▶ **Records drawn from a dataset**
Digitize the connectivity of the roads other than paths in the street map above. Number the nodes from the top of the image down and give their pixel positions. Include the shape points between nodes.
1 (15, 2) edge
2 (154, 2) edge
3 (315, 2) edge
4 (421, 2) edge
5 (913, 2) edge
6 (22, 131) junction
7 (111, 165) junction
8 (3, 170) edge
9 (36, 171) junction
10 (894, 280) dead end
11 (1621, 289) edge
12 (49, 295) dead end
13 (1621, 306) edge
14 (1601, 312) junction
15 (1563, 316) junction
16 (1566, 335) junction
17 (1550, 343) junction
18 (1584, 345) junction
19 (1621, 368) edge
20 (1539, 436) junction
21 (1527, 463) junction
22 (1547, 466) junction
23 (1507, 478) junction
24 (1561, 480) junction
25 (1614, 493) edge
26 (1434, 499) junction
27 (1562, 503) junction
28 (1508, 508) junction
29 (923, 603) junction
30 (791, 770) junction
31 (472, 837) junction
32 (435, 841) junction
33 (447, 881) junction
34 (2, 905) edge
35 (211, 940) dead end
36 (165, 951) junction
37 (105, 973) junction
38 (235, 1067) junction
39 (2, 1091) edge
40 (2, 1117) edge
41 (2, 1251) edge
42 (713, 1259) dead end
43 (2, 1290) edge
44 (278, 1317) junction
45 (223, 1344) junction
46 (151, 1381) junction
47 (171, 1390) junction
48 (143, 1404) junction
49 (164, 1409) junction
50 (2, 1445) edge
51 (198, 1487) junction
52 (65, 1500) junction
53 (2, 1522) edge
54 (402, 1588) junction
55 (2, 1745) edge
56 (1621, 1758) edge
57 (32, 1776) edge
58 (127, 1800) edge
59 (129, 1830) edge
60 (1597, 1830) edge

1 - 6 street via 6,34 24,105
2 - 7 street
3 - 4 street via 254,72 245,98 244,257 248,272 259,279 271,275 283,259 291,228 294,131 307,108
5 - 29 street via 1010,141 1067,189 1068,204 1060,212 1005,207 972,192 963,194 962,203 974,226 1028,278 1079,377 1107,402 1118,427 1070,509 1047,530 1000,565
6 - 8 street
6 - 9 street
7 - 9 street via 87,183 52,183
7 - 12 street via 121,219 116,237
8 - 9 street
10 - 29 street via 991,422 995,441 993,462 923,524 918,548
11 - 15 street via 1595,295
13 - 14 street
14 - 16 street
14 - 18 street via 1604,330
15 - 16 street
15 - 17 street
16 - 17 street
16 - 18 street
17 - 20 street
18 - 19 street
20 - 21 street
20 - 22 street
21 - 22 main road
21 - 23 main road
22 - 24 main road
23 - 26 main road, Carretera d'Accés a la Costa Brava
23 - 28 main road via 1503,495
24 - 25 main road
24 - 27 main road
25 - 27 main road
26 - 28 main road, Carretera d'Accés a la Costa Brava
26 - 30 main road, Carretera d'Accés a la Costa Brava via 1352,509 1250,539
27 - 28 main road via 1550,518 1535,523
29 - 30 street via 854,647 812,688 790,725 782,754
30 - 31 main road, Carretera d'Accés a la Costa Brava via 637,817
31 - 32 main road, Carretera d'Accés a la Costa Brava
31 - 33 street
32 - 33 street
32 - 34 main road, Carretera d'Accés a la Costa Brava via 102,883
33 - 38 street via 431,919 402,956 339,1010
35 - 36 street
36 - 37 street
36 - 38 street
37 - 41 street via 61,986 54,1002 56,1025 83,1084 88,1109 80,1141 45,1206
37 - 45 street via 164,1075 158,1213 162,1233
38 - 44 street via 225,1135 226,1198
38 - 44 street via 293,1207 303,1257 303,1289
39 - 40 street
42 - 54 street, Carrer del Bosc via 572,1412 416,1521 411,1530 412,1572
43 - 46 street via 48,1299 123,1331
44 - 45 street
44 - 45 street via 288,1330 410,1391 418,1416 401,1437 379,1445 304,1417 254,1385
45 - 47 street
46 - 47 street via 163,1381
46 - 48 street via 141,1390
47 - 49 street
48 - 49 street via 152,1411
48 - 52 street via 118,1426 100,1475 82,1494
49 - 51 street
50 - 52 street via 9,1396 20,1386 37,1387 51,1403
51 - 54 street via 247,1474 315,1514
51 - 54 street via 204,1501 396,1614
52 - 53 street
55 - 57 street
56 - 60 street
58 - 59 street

▶ **Problem statement**
Reproduce each record exactly as written above.

▶ **Your response**
Digitize the connectivity of the roads other than paths in the street map above. Number the nodes from the top of the image down and give their pixel positions. Include the shape points between nodes.
1 (15, 2) edge
2 (154, 2) edge
3 (315, 2) edge
4 (421, 2) edge
5 (913, 2) edge
6 (22, 131) junction
7 (111, 165) junction
8 (3, 170) edge
9 (36, 171) junction
10 (894, 280) dead end
11 (1621, 289) edge
12 (49, 295) dead end
13 (1621, 306) edge
14 (1601, 312) junction
15 (1563, 316) junction
16 (1566, 335) junction
17 (1550, 343) junction
18 (1584, 345) junction
19 (1621, 368) edge
20 (1539, 436) junction
21 (1527, 463) junction
22 (1547, 466) junction
23 (1507, 478) junction
24 (1561, 480) junction
25 (1614, 493) edge
26 (1434, 499) junction
27 (1562, 503) junction
28 (1508, 508) junction
29 (923, 603) junction
30 (791, 770) junction
31 (472, 837) junction
32 (435, 841) junction
33 (447, 881) junction
34 (2, 905) edge
35 (211, 940) dead end
36 (165, 951) junction
37 (105, 973) junction
38 (235, 1067) junction
39 (2, 1091) edge
40 (2, 1117) edge
41 (2, 1251) edge
42 (713, 1259) dead end
43 (2, 1290) edge
44 (278, 1317) junction
45 (223, 1344) junction
46 (151, 1381) junction
47 (171, 1390) junction
48 (143, 1404) junction
49 (164, 1409) junction
50 (2, 1445) edge
51 (198, 1487) junction
52 (65, 1500) junction
53 (2, 1522) edge
54 (402, 1588) junction
55 (2, 1745) edge
56 (1621, 1758) edge
57 (32, 1776) edge
58 (127, 1800) edge
59 (129, 1830) edge
60 (1597, 1830) edge

1 - 6 street via 6,34 24,105
2 - 7 street
3 - 4 street via 254,72 245,98 244,257 248,272 259,279 271,275 283,259 291,228 294,131 307,108
5 - 29 street via 1010,141 1067,189 1068,204 1060,212 1005,207 972,192 963,194 962,203 974,226 1028,278 1079,377 1107,402 1118,427 1070,509 1047,530 1000,565
6 - 8 street
6 - 9 street
7 - 9 street via 87,183 52,183
7 - 12 street via 121,219 116,237
8 - 9 street
10 - 29 street via 991,422 995,441 993,462 923,524 918,548
11 - 15 street via 1595,295
13 - 14 street
14 - 16 street
14 - 18 street via 1604,330
15 - 16 street
15 - 17 street
16 - 17 street
16 - 18 street
17 - 20 street
18 - 19 street
20 - 21 street
20 - 22 street
21 - 22 main road
21 - 23 main road
22 - 24 main road
23 - 26 main road, Carretera d'Accés a la Costa Brava
23 - 28 main road via 1503,495
24 - 25 main road
24 - 27 main road
25 - 27 main road
26 - 28 main road, Carretera d'Accés a la Costa Brava
26 - 30 main road, Carretera d'Accés a la Costa Brava via 1352,509 1250,539
27 - 28 main road via 1550,518 1535,523
29 - 30 street via 854,647 812,688 790,725 782,754
30 - 31 main road, Carretera d'Accés a la Costa Brava via 637,817
31 - 32 main road, Carretera d'Accés a la Costa Brava
31 - 33 street
32 - 33 street
32 - 34 main road, Carretera d'Accés a la Costa Brava via 102,883
33 - 38 street via 431,919 402,956 339,1010
35 - 36 street
36 - 37 street
36 - 38 street
37 - 41 street via 61,986 54,1002 56,1025 83,1084 88,1109 80,1141 45,1206
37 - 45 street via 164,1075 158,1213 162,1233
38 - 44 street via 225,1135 226,1198
38 - 44 street via 293,1207 303,1257 303,1289
39 - 40 street
42 - 54 street, Carrer del Bosc via 572,1412 416,1521 411,1530 412,1572
43 - 46 street via 48,1299 123,1331
44 - 45 street
44 - 45 street via 288,1330 410,1391 418,1416 401,1437 379,1445 304,1417 254,1385
45 - 47 street
46 - 47 street via 163,1381
46 - 48 street via 141,1390
47 - 49 street
48 - 49 street via 152,1411
48 - 52 street via 118,1426 100,1475 82,1494
49 - 51 street
50 - 52 street via 9,1396 20,1386 37,1387 51,1403
51 - 54 street via 247,1474 315,1514
51 - 54 street via 204,1501 396,1614
52 - 53 street
55 - 57 street
56 - 60 street
58 - 59 street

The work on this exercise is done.